Jockum Nordström: I was in the middle of the island, not too close to the sea, where the soil is not too deep, like meadows. I really wanted to make some big collages for [the David Zwirner Gallery]. I want to have a dialogue in the studio with myself and even between the pictures. It’s much easier if you have 10 or five: when you have nothing at the beginning, then it’s always hard. It goes very slowly and then it goes faster and faster.
HT: You have said that your 3D works act as something of a warm-up. Was this case with For the Insects and the Hounds?
JN: Yes, first is the 3D, and it’s night work sometimes. You sit in the nighttime and glue and have a feeling for this material. Then, after a while, you’ll be a little fed up with this, and you’ll go out and start.
HT: That’s when you know you can move on?
JN: Yes. Now I have a feeling that if I go to my studio when I go home, I’m going to make sculptures. It’s relaxing, it’s not so important for me. It’s easy to go there. I always long to draw with graphite, but it’s not so easy for me any longer. I have done it so many times, so sometimes I’ll get a little bored quite quickly, but I’m always longing for the process. I love to be inside a drawing that I feel interested in – it’s the best feeling I know.
HT: Do you see yourself as an illustrator who makes collage and sculpture, or does it all combine?
JN: No, I always see myself making art, and sometimes I’m an illustrator. Even before, I always made my own stuff, but then I wanted money for rent and food so I illustrated things and made covers for books and worked for papers. I worked for a lot of different papers when I was young, and in a post office too.
HT: What did you do at the post office?
JN: I was a postman for three years, and then for eight years I worked in the office, checking the packages and stamping. It was always good people who worked there at that time. Maybe now it’s more like real work, but at that time if you were ready at around 11 [in the morning] then you could go home. It was perfect for musicians and artists.
HT: Is this the first time that you have cordoned yourself off, taking yourself away and becoming isolated on the island?
JN: No, it’s a part of my life. I have two children – they are big now – so when I was younger it was more about them.

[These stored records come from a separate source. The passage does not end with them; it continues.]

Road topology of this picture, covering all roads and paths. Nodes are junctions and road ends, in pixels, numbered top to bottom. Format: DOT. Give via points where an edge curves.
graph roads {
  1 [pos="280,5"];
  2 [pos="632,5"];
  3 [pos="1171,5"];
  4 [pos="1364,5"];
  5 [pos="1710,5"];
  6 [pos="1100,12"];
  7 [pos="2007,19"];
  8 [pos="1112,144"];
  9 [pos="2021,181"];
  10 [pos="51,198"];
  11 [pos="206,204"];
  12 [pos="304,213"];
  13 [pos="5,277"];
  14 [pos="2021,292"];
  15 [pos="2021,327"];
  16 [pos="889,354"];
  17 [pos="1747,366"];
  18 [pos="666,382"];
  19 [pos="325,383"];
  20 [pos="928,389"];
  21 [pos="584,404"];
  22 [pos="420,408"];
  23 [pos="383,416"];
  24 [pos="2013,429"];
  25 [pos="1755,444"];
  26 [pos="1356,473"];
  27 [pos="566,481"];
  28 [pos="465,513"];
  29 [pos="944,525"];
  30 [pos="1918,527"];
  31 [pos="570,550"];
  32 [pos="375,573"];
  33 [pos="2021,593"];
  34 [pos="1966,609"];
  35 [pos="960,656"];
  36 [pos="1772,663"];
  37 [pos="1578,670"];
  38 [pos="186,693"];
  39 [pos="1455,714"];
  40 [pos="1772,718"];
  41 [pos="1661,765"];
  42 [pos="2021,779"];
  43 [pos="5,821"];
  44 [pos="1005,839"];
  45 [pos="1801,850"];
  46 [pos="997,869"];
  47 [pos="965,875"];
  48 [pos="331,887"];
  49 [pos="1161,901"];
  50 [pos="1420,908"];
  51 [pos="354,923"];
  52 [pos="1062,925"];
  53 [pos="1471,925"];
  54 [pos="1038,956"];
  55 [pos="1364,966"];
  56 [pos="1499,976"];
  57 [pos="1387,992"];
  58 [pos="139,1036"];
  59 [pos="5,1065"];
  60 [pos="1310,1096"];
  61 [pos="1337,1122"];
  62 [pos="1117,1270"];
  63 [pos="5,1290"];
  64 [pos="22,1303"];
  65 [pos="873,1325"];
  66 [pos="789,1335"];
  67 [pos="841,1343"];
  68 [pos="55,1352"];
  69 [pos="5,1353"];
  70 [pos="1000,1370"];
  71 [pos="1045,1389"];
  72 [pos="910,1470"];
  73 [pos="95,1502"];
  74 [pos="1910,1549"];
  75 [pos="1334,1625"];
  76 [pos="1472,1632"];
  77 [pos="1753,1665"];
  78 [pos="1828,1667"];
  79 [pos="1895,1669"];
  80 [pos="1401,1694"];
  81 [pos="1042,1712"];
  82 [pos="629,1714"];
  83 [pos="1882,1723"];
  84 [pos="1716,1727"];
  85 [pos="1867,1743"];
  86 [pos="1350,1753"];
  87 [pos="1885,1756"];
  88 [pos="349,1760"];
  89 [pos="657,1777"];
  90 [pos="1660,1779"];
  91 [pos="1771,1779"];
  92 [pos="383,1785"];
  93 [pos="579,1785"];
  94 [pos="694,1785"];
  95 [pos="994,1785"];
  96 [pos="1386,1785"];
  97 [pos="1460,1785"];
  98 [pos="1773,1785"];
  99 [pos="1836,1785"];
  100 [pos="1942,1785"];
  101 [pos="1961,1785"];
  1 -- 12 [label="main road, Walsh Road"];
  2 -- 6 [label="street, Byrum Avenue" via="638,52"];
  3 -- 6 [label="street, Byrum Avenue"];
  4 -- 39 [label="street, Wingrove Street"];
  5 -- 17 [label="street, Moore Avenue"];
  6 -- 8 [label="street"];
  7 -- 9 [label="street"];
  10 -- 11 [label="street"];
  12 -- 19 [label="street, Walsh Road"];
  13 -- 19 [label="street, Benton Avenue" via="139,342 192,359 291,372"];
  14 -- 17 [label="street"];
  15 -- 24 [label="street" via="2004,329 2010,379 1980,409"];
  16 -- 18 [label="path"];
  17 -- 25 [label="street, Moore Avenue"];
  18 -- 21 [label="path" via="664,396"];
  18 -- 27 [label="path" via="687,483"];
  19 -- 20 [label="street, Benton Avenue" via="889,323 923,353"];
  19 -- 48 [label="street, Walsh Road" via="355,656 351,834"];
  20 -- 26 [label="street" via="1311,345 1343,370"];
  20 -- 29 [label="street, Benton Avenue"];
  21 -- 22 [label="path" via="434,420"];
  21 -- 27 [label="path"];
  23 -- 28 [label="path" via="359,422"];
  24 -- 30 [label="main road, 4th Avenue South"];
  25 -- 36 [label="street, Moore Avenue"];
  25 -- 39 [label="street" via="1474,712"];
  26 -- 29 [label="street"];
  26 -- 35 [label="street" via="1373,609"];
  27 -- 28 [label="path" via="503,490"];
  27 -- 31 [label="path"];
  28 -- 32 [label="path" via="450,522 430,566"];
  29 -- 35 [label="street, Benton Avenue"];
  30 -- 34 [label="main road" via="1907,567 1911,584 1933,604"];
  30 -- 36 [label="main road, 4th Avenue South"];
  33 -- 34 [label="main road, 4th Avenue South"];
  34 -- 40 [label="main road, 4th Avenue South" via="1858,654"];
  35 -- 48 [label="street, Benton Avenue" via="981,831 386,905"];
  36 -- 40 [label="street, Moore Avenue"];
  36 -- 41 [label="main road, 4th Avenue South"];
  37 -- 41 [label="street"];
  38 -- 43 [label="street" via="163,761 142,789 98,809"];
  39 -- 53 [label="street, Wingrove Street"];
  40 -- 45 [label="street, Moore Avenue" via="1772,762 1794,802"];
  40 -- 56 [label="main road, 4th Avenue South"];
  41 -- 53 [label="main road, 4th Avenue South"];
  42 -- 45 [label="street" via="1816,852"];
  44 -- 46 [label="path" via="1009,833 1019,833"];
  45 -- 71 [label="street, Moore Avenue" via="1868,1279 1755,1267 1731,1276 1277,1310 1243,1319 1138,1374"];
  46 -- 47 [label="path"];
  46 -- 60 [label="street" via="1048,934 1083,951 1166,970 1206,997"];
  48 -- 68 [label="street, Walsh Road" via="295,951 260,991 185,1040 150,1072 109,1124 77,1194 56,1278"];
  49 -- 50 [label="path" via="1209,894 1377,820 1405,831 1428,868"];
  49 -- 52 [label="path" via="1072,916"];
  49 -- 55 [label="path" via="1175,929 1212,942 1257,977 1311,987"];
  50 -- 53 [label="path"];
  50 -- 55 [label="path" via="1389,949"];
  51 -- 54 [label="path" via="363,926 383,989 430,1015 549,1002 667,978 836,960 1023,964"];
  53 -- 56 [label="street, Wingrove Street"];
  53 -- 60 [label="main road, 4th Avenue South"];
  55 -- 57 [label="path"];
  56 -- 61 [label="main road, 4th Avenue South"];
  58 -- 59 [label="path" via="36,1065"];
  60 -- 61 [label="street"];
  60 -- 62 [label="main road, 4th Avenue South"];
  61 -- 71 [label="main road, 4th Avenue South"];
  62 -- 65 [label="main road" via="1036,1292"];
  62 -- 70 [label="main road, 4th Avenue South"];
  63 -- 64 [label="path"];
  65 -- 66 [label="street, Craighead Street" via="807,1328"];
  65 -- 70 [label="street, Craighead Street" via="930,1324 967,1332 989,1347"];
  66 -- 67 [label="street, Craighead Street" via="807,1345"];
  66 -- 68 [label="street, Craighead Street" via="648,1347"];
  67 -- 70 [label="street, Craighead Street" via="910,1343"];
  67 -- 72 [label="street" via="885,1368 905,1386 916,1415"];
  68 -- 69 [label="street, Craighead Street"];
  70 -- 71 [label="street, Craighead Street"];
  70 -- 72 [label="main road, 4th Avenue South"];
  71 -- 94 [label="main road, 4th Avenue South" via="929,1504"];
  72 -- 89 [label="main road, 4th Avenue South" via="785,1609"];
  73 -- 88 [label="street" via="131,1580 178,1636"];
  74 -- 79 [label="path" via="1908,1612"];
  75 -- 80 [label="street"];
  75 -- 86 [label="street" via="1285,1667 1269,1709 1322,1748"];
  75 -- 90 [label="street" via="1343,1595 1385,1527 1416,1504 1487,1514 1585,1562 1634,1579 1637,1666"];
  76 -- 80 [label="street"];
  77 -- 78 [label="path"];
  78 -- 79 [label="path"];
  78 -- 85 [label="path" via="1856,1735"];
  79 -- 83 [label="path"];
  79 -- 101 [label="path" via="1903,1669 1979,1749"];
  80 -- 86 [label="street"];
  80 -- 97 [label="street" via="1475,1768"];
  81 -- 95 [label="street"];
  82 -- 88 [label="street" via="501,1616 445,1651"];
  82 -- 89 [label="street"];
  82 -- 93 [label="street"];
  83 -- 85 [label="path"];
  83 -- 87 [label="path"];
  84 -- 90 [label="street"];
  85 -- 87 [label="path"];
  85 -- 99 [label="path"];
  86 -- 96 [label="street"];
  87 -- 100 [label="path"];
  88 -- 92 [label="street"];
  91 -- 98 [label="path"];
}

When the summer came, we went out to the countryside and I always had a good feeling with this. Sometimes we were away for three months. I think it’s good. You come down.
We bought a place, a really old place. The rain came through the roof, some windows were broken; from the beginning, it was really bad. I think it’s been 10 years now? So we have been there a lot, but now the studio is all ready and it’s much easier to be there and work. I have been isolated a lot of times, but this time it was more like a statement, a clear thing. I was alone a lot with the dog. It’s good – you go down inside yourself. Nature becomes very important in that time: the rain, the light, the seasons, it’s always changing. If you’re in the city, you miss everything. I like the birds a lot: the singing, how it looks. In the birds, you can really see the seasons, with the nests and the fighting for each other and the move back to Africa and the crows coming more and more. I love it.
HT: Is this where the title, For the Insects and the Hounds, came from? From your experience on the island?
JN: Yes, I think I made a lot of this for them, or for myself and for that world that surrounded me.
HT: You have said that you make a lot of work for the dead as well. Can you expand on that?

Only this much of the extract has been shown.